# [WORK REQUEST]
Check each line of the material below for "Madonna", then copy the ones that contain it.

# [RECORDED DATA]
───

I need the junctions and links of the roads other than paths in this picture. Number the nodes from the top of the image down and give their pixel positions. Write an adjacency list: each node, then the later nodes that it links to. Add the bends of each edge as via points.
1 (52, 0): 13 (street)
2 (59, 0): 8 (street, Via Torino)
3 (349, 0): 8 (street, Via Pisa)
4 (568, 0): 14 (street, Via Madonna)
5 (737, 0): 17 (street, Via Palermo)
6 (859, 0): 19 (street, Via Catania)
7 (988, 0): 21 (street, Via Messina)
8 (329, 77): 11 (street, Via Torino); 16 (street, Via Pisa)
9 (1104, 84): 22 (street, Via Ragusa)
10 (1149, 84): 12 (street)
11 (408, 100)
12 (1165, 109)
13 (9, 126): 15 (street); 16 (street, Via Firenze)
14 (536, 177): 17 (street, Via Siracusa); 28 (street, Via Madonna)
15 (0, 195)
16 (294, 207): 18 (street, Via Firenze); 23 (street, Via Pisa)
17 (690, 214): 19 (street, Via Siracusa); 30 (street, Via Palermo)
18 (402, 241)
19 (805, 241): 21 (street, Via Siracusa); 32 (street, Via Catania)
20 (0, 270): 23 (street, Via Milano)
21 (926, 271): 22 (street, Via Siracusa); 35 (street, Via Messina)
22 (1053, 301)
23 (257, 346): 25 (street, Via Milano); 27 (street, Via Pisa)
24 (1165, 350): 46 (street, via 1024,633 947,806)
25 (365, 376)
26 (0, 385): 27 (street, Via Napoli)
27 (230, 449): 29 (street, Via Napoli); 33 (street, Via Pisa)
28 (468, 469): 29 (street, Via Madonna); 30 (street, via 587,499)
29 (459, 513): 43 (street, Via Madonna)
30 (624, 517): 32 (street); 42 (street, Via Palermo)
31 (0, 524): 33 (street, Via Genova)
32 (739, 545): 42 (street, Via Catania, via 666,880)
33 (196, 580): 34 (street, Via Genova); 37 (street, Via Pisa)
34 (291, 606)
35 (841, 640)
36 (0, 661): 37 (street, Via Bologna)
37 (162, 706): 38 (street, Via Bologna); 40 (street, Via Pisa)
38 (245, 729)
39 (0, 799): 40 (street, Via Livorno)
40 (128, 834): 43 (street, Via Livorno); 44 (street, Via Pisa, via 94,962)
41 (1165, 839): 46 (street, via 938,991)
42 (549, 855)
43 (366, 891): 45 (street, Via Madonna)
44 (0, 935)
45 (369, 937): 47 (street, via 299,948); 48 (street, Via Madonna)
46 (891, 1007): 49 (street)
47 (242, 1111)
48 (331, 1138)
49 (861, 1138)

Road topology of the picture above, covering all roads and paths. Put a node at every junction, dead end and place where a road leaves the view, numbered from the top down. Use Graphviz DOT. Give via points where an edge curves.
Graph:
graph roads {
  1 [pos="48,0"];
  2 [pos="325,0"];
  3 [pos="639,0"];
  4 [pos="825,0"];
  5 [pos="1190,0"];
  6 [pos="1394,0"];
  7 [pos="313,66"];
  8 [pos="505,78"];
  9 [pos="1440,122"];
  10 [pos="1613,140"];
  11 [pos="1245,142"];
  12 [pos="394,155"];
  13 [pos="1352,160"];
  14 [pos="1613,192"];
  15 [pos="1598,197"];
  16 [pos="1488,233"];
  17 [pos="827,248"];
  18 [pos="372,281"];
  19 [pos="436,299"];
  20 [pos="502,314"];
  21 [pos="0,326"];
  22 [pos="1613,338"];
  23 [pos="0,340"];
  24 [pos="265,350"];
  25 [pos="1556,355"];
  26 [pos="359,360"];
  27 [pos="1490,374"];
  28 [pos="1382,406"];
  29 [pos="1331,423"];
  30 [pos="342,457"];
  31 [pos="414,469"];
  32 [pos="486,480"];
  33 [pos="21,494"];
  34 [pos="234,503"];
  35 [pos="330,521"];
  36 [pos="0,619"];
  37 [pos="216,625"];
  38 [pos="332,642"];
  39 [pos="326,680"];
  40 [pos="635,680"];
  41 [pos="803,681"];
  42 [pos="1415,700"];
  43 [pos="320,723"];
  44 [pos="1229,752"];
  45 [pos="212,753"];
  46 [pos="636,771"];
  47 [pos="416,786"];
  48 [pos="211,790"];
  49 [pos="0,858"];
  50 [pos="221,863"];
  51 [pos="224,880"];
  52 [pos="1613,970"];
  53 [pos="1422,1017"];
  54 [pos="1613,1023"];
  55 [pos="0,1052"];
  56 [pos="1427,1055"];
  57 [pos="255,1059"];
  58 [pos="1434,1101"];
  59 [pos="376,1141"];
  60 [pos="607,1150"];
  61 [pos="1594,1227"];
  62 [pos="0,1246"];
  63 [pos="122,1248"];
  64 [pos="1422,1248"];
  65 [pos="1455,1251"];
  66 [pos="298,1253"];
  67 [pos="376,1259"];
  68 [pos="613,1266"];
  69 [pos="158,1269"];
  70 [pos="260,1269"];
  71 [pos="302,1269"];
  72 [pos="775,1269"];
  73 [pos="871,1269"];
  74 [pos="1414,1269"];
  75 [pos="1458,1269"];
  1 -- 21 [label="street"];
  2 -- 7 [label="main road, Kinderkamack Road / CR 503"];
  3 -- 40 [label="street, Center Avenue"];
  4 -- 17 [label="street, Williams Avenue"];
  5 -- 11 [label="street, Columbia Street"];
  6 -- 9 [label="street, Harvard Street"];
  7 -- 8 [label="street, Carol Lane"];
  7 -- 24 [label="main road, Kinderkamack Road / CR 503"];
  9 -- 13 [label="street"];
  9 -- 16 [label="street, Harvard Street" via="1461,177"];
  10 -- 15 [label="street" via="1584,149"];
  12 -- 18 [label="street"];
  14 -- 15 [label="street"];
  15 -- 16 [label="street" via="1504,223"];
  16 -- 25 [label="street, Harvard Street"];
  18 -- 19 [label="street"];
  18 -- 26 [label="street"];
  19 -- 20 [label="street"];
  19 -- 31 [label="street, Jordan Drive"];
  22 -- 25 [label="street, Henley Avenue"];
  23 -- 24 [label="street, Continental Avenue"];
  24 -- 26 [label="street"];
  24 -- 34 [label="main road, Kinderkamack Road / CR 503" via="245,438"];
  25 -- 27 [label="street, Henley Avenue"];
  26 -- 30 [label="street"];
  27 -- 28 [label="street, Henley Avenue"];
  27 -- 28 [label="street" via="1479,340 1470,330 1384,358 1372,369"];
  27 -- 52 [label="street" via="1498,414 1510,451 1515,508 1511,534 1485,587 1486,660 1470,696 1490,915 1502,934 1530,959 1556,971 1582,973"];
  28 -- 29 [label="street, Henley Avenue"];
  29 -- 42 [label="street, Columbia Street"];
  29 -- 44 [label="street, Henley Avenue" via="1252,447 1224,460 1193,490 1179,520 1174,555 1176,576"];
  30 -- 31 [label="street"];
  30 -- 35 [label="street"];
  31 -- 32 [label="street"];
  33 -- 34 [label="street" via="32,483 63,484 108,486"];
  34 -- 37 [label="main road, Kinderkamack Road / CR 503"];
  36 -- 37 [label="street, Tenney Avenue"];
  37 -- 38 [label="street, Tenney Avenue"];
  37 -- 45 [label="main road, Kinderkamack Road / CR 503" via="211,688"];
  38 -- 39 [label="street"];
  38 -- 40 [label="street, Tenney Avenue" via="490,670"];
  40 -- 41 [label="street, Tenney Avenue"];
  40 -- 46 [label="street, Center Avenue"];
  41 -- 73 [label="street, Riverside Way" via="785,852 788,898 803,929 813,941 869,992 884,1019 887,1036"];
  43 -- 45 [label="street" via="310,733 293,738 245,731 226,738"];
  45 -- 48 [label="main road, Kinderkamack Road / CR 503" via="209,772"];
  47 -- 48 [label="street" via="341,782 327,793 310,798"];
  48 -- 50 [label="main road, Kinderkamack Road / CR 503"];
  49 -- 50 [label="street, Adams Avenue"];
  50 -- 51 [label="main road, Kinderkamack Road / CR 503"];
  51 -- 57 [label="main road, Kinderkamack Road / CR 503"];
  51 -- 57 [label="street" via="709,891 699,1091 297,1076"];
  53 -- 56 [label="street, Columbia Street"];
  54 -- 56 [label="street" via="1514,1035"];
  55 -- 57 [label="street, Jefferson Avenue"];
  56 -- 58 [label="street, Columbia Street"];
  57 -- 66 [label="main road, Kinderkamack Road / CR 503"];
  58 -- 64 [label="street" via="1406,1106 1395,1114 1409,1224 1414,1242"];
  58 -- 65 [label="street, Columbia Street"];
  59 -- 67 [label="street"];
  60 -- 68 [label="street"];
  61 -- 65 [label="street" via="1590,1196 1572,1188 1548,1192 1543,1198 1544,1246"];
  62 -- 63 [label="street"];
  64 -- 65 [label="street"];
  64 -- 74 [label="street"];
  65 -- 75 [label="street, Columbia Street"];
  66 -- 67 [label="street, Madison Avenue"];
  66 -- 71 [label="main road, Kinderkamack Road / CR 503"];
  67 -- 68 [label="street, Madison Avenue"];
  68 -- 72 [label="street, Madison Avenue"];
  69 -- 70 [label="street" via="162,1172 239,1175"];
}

───

# [EXPECTED OUTPUT]
4 (568, 0): 14 (street, Via Madonna)
14 (536, 177): 17 (street, Via Siracusa); 28 (street, Via Madonna)
28 (468, 469): 29 (street, Via Madonna); 30 (street, via 587,499)
29 (459, 513): 43 (street, Via Madonna)
43 (366, 891): 45 (street, Via Madonna)
45 (369, 937): 47 (street, via 299,948); 48 (street, Via Madonna)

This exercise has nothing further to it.